# PCGH.de: Das BIOS-Kompendium - Vorschau auf PCGH Extended 01/2009



## PCGH-Redaktion (29. November 2008)

Jetzt ist Ihre Meinung gefragt: Hier können Sie Ihren Kommentar zum Artikel veröffentlichen und mit anderen Lesern darüber diskutieren. Beachten Sie dabei unsere Forenregeln.




			Dieser Inhalt steht nur eingeloggten Mitgliedern zur Verfügung.
        

 Zum Artikel


----------



## Steff456 (29. November 2008)

Also meine PCGH kam grad 

echt guter Artikel, wobei das eher an Anfänger gerichtet ist^^


----------



## BikeRider (29. November 2008)

Steff456 schrieb:


> Also meine PCGH kam grad
> 
> echt guter Artikel, wobei das eher an Anfänger gerichtet ist^^


Mein PCGH kommt bald.   
Ich verbinde das PCGH-kaufen immer mit einem ausgiebigem Shopping.


----------



## Alan_Shore (29. November 2008)

Für mich ist das Thema Computerzeitschriften und somit PCGH erledigt. Die ausgabe 12/08 war vorerst die Letzte Ausgabe die ich mir zugelegt habe.

Dank Internet steht nichts drinne, was ich in den Wochen vorher schon irgendwo gelesen habe. Auch die ständigen Wiederholungen wie jetzt schon wieder '"BIOS erklärt" und "Tuning Tipps" die meistens nicht wirklich was mit Tuning zu tun haben oder im Ergebniss im Bereich der Messungenauigkeit liegen, locken mich nicht hinter dem Ofen vor.

Auch die starke INTEL-Lastigkeit des Heftes sind für mich AMD User mittlerweile sehr nervig. Mir ist schon klar, dass Intel die Nase vorne hat, trotzdem ist es ärgerlich.

Bei Vergleichen fehlt der X2 6400+ und auch die GF8800GTX. smot ist es für mich alles in allem Uninteressant. Da ich die PCGh seit der Erstausgabe gelesen habe, ist mir die entwicklung des Magazines und das deutliche Nachlassen der Qualität aufgefallen. 

Auch ein der Rückblick von Herrn H. reisst da nichts, vor allem mit seinen ständigen Stichelleien gegen Vista. ICH HABE KEIN PROBLEME MIT DIESEM OS.

Egal. Schön war es, keine Frage aber mit der HP von PCGH ist man auch ohne Heft bestens Informiert.

In diesem Sinne


----------



## KingBenTheNewest (29. November 2008)

Juhu hab die extended ausgabe schon


----------



## Marechal (29. November 2008)

Leider ist es so - die Zeitschrift wird immer liebloser / belangloser.

Statt dummer "Geheimtips" einmal "Richtige" Themen, wäre viel gewonnen.


----------



## SeriousToday (29. November 2008)

Ja,ist leider wahr.

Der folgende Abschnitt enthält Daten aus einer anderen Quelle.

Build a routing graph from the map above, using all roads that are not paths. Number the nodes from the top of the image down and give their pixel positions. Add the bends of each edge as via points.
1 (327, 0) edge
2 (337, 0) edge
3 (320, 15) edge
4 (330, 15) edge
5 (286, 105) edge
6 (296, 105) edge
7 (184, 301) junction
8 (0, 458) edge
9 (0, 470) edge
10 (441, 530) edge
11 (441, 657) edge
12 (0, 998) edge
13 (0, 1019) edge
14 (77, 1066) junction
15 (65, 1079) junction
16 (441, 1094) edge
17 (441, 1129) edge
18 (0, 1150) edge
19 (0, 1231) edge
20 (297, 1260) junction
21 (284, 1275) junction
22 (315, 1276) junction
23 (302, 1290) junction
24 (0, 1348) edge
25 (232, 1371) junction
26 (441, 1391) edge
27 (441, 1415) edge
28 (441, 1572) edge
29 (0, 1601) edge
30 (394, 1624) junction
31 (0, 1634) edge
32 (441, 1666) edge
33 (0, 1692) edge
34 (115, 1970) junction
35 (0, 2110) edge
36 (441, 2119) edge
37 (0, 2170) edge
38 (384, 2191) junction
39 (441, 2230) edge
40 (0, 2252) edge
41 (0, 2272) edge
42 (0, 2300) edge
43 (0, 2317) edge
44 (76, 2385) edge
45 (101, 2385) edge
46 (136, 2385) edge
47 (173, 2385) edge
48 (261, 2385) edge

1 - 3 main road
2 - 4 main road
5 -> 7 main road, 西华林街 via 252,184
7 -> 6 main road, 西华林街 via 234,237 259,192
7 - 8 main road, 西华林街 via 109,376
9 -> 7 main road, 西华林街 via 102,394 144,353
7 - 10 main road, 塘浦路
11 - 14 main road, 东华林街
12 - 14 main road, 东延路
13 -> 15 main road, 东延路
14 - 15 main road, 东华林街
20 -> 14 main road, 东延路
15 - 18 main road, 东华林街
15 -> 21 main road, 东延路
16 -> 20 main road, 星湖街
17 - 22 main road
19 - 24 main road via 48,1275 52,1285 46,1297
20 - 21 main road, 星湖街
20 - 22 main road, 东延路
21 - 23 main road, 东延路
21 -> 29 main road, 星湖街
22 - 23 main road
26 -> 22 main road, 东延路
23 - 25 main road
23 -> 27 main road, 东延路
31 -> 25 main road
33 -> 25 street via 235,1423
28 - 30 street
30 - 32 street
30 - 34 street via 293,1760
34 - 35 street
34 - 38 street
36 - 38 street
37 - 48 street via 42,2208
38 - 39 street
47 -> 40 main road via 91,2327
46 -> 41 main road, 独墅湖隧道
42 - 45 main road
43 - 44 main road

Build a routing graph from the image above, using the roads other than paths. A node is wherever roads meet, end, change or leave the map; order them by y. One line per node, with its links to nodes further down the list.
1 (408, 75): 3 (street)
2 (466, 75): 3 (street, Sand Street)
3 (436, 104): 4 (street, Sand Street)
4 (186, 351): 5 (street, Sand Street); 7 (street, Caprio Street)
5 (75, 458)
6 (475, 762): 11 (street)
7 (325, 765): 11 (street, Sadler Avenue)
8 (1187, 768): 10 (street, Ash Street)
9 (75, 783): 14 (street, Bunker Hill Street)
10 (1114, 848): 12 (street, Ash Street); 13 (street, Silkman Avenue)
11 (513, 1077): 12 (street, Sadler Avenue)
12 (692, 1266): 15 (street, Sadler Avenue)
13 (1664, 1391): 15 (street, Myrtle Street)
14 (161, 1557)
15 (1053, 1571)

Irgendwie die Bravo für Computerkinder. Die einzige 

Computerzeitschrift die ich kaufe, ist c't.Alle anderen,auch PCGH,sind so eng 

mit den Herstellern verbunden (Anzeigenschaltung im Heft),da können Sie nicht

schreiben...das Produkt ist Müll...

PCGH müsste sich ganz neu erfinden,ist aber nicht mein Job. 

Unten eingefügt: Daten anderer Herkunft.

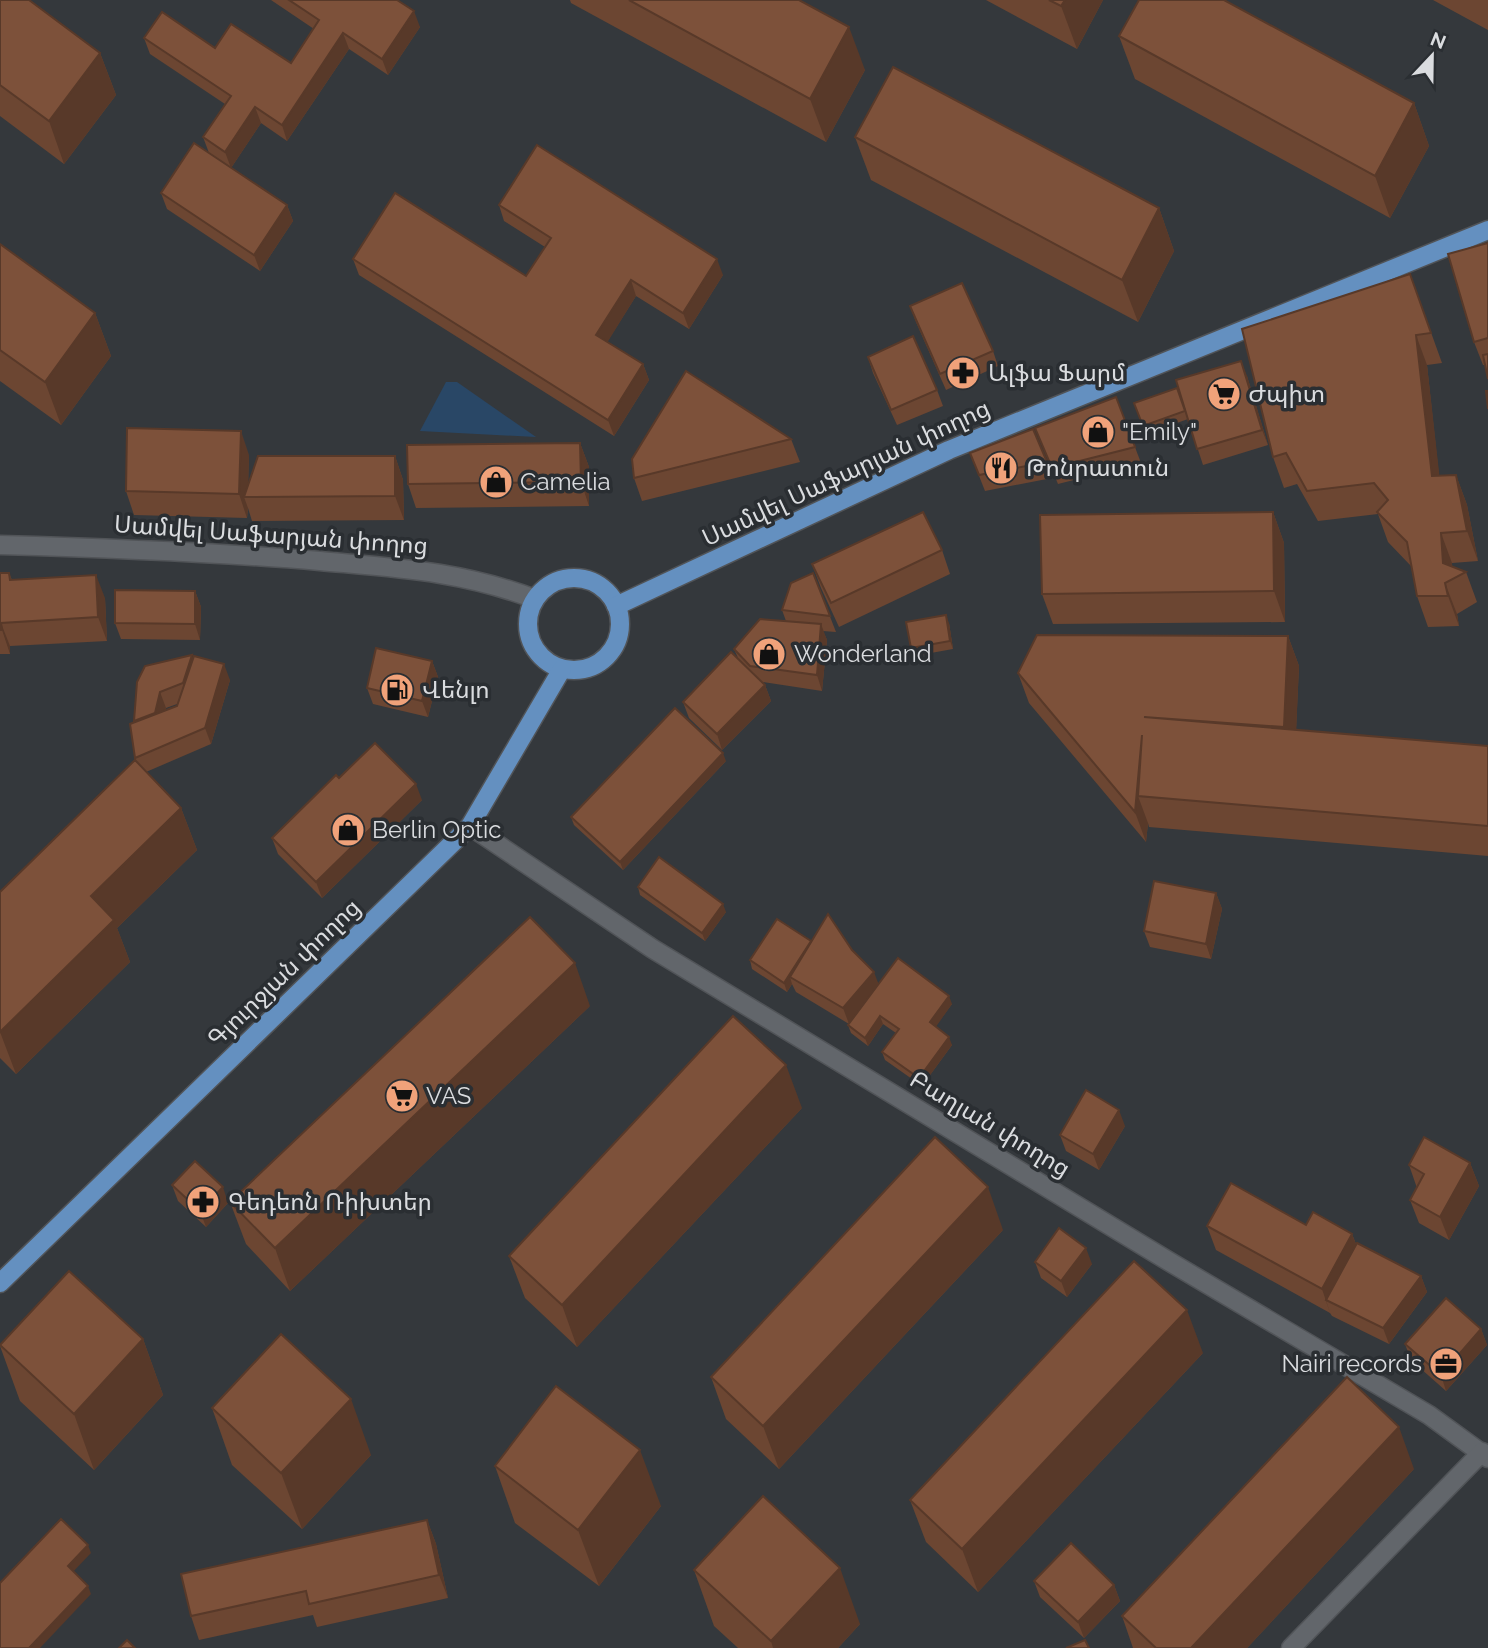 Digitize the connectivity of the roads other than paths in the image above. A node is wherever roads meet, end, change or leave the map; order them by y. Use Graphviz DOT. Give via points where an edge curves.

@Alan_Shore: da gibt es bessere Seiten.


----------



## Gast20150401 (29. November 2008)

Steff456 schrieb:


> Also meine PCGH kam grad
> 
> echt guter Artikel, wobei das eher an Anfänger gerichtet ist^^



 Nun,PCGH will ja auch den Neulingen den richtigen Weg zeigen.Das finde ich,obwohl ichs persöhnlich nicht brauche,sehr gut.So spricht die Zeitung alle PC-Freunde an.


----------



## ThoR65 (29. November 2008)

Sorry PCGH..... aber so wird das nix!! Da habt ihr doch glatt beim Gigabyte Board eine Tabelle von Asus eingefügt, sodaß zwar 2* Asus P5Q Pro, aber kein Gigabyte vetreten ist!    
Nun könnte ich ja mal auf den Zug der GraKa Fanbys aufspringen und euch unterstellen das ihr von Asus gekauft seid, nur deren Produkte bevorzugt, alles andere schlecht macht......... aaaaaaaber: auch ihr seid nur Menschen. Und da gehören auch Ausrutscher solcher Art dazu. Deswegen nehm ich es euch absolut nicht übel. 

mfg
ThoR65


----------



## Progs-ID (30. November 2008)

Das sieht ja mal gut aus. Artikel übers Bios sind immer gut. 
Ich habe bisher auch immer die Finger davon gelassen, halt so nach dem Motto "Never touch a running System". Und wenn ich dann doch mal im Bios war, dann auch nur wegen irgendwelchen Bootoptionen.
Die ist gekauft.


----------



## PCGH_Marco (1. Dezember 2008)

ThoR65 schrieb:


> Sorry PCGH..... aber so wird das nix!! Da habt ihr doch glatt beim Gigabyte Board eine Tabelle von Asus eingefügt, sodaß zwar 2* Asus P5Q Pro, aber kein Gigabyte vetreten ist!
> Nun könnte ich ja mal auf den Zug der GraKa Fanbys aufspringen und euch unterstellen das ihr von Asus gekauft seid, nur deren Produkte bevorzugt, alles andere schlecht macht......... aaaaaaaber: auch ihr seid nur Menschen. Und da gehören auch Ausrutscher solcher Art dazu. Deswegen nehm ich es euch absolut nicht übel.
> 
> mfg
> ThoR65


Sorry, da ist uns tatsächlich ein Fehler passiert. Allerdings haben wir "nur" die Überschrift falsch, die eigentliche Tabelle ist richtig und für Gigabyte-Mainboards. Ich werden den Artikel korrigieren und als PDF auf die nächste Heft-DVD packen.

Marco


----------



## chrisl1802 (1. Dezember 2008)

Ich bin auch nicht wirklich begeistert über die PCGH Extended. 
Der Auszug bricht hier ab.